Required work
Look through the entries and report how many lines include the word "each". Give the number alone.

Information supplied

::::::

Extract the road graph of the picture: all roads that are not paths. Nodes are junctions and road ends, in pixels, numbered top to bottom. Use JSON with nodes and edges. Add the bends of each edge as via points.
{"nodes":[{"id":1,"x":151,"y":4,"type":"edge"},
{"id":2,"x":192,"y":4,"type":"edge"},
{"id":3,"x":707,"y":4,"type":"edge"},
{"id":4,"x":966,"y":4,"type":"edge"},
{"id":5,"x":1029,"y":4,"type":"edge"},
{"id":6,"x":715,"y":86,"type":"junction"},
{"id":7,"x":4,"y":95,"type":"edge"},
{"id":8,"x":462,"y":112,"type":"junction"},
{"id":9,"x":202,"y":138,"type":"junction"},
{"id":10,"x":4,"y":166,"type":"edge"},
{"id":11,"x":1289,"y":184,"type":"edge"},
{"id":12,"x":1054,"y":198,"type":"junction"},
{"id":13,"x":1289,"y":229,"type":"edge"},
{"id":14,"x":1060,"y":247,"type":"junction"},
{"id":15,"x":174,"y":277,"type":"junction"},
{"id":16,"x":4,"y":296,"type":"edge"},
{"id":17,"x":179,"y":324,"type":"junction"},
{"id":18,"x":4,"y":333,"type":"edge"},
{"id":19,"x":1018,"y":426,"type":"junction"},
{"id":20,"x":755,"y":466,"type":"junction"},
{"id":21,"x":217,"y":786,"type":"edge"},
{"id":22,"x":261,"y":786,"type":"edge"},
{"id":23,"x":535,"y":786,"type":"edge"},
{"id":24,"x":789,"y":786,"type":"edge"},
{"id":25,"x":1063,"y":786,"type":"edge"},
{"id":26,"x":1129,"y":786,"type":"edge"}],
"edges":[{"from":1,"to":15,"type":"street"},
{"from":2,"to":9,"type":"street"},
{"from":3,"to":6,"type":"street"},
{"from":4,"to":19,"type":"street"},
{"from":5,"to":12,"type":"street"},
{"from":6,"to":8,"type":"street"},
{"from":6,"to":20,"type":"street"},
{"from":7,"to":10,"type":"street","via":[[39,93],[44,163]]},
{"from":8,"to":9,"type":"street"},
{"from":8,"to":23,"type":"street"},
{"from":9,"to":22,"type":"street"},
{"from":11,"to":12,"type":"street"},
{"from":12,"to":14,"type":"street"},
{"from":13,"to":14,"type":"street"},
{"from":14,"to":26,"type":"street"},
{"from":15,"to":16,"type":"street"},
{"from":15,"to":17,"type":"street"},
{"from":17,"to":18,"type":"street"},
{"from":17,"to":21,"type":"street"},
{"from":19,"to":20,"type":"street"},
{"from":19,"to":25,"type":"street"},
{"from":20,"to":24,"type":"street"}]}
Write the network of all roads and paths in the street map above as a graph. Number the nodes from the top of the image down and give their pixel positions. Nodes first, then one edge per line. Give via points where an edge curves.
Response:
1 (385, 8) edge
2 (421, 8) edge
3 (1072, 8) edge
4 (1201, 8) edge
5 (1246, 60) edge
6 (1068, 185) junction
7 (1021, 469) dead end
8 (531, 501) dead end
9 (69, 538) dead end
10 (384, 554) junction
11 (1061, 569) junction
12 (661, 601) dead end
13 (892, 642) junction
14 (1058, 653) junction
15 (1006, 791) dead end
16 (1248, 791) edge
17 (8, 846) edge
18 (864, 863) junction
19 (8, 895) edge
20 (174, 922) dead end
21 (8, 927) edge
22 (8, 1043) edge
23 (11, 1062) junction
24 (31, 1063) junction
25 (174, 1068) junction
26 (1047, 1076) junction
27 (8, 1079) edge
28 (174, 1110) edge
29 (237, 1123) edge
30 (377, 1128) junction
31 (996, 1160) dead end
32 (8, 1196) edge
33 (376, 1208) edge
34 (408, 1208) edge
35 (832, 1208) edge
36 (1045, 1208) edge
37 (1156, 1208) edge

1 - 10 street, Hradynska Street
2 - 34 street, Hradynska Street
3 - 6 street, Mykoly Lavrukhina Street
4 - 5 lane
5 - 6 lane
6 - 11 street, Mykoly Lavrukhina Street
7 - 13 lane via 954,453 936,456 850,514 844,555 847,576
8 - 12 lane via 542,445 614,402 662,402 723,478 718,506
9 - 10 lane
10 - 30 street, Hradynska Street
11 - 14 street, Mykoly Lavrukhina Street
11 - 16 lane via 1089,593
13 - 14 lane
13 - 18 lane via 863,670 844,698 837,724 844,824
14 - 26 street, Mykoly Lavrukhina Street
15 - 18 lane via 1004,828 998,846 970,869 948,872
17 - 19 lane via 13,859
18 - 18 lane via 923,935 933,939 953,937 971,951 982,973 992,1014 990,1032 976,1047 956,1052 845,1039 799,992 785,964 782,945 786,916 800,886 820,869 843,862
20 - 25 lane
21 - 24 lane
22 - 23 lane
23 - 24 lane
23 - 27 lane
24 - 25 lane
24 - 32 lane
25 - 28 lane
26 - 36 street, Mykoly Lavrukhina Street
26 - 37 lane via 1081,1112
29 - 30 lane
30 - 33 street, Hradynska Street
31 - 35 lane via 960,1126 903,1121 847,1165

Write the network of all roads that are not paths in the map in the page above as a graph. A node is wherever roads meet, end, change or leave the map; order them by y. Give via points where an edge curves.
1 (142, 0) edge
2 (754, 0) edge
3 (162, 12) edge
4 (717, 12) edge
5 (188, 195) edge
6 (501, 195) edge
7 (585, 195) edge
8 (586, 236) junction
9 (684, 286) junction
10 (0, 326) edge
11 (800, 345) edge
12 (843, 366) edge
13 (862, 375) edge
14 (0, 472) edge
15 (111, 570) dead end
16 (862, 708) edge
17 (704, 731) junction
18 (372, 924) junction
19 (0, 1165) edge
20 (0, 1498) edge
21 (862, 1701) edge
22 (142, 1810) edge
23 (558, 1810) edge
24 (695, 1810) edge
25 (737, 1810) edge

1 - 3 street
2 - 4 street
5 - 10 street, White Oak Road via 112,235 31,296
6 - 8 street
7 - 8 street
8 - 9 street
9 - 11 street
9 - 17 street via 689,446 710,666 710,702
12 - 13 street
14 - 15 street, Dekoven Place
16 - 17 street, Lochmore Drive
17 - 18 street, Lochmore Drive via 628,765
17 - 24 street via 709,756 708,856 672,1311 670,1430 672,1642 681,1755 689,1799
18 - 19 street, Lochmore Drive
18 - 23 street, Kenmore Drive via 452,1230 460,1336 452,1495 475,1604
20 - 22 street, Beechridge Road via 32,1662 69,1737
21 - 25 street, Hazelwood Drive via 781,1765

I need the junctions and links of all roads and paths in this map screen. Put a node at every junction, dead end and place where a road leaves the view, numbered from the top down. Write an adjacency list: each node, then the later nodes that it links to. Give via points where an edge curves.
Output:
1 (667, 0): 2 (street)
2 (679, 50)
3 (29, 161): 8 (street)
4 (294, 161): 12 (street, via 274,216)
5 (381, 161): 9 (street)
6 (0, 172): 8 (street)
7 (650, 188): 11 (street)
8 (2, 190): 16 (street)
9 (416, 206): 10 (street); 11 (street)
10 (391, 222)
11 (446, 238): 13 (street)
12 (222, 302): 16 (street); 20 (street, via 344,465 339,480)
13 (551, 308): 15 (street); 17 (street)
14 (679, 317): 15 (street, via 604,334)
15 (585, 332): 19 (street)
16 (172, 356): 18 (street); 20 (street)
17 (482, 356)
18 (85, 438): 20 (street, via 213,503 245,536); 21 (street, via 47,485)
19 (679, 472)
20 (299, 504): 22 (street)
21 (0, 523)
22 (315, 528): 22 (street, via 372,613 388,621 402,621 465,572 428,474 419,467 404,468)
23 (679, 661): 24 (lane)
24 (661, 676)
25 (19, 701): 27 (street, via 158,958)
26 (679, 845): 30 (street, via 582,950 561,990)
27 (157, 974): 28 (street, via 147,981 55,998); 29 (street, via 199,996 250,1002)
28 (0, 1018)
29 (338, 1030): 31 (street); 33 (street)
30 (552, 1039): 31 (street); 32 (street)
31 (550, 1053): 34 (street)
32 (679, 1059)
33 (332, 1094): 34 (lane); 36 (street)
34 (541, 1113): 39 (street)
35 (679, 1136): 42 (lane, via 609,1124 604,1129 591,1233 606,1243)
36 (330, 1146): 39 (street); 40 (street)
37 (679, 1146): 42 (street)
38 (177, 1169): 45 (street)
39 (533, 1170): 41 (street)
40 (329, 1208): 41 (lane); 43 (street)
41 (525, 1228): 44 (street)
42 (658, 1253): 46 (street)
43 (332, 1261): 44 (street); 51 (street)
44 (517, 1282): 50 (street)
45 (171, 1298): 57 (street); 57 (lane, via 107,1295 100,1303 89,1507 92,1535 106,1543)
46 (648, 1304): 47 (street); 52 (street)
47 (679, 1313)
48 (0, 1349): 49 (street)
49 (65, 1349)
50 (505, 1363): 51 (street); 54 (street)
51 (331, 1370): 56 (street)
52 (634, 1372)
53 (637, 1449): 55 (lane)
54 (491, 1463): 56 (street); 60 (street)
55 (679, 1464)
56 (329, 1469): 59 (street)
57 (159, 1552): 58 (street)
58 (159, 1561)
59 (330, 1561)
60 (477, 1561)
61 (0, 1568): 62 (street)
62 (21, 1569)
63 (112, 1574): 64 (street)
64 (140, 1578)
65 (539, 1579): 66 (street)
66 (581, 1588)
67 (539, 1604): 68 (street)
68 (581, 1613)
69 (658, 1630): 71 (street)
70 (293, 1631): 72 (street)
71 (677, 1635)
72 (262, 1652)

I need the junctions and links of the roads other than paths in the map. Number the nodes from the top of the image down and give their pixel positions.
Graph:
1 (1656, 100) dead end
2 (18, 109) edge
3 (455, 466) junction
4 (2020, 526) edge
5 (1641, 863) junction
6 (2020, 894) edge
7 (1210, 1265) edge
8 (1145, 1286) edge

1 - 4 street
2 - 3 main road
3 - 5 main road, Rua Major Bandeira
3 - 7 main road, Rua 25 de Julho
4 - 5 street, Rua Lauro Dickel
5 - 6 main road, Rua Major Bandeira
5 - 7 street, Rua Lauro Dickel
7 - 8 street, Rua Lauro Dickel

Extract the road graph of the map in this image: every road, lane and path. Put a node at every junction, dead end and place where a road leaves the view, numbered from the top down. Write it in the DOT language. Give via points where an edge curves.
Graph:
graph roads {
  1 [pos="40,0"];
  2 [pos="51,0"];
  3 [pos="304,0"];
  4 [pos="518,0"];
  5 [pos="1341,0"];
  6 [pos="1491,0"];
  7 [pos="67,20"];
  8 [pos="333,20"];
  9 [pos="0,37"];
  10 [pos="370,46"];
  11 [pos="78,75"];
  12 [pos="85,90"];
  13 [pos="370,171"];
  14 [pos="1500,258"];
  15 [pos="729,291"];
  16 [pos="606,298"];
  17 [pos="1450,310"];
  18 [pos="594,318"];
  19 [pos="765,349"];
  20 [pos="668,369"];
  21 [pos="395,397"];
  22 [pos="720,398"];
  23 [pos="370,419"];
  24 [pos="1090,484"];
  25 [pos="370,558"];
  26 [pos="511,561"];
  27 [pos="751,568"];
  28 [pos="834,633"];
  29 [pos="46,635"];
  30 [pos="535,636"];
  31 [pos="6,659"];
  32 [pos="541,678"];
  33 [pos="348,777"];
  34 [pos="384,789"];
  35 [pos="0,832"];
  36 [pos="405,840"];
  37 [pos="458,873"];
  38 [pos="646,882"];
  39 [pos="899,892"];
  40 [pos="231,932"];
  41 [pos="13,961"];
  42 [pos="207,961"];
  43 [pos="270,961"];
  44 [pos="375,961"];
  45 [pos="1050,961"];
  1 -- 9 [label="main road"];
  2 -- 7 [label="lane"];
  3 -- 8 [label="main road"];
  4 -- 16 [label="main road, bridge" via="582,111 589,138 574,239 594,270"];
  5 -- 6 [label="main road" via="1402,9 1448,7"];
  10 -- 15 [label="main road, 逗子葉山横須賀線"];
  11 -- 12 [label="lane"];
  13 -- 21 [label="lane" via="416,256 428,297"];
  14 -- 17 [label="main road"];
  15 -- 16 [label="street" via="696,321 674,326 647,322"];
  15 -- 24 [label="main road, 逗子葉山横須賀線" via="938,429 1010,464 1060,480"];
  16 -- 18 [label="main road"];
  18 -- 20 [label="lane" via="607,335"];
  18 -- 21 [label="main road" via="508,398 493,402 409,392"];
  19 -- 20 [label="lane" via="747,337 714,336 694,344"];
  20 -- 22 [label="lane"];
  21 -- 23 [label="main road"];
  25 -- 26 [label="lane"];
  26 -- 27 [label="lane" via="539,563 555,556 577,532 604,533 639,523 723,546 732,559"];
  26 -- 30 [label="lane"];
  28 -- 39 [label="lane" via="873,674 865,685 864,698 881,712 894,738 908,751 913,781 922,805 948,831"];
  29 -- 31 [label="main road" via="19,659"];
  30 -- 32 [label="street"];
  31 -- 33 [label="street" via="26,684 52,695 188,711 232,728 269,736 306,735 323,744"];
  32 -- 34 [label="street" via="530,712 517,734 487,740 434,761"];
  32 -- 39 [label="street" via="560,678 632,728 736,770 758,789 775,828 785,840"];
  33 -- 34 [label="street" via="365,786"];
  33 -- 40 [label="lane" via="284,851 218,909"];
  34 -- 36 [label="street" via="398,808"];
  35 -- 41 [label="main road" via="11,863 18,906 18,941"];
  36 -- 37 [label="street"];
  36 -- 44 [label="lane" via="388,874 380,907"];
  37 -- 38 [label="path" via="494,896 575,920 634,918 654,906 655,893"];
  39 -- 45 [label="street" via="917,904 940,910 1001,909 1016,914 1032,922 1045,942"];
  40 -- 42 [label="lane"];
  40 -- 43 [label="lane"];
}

::::::

Task result
2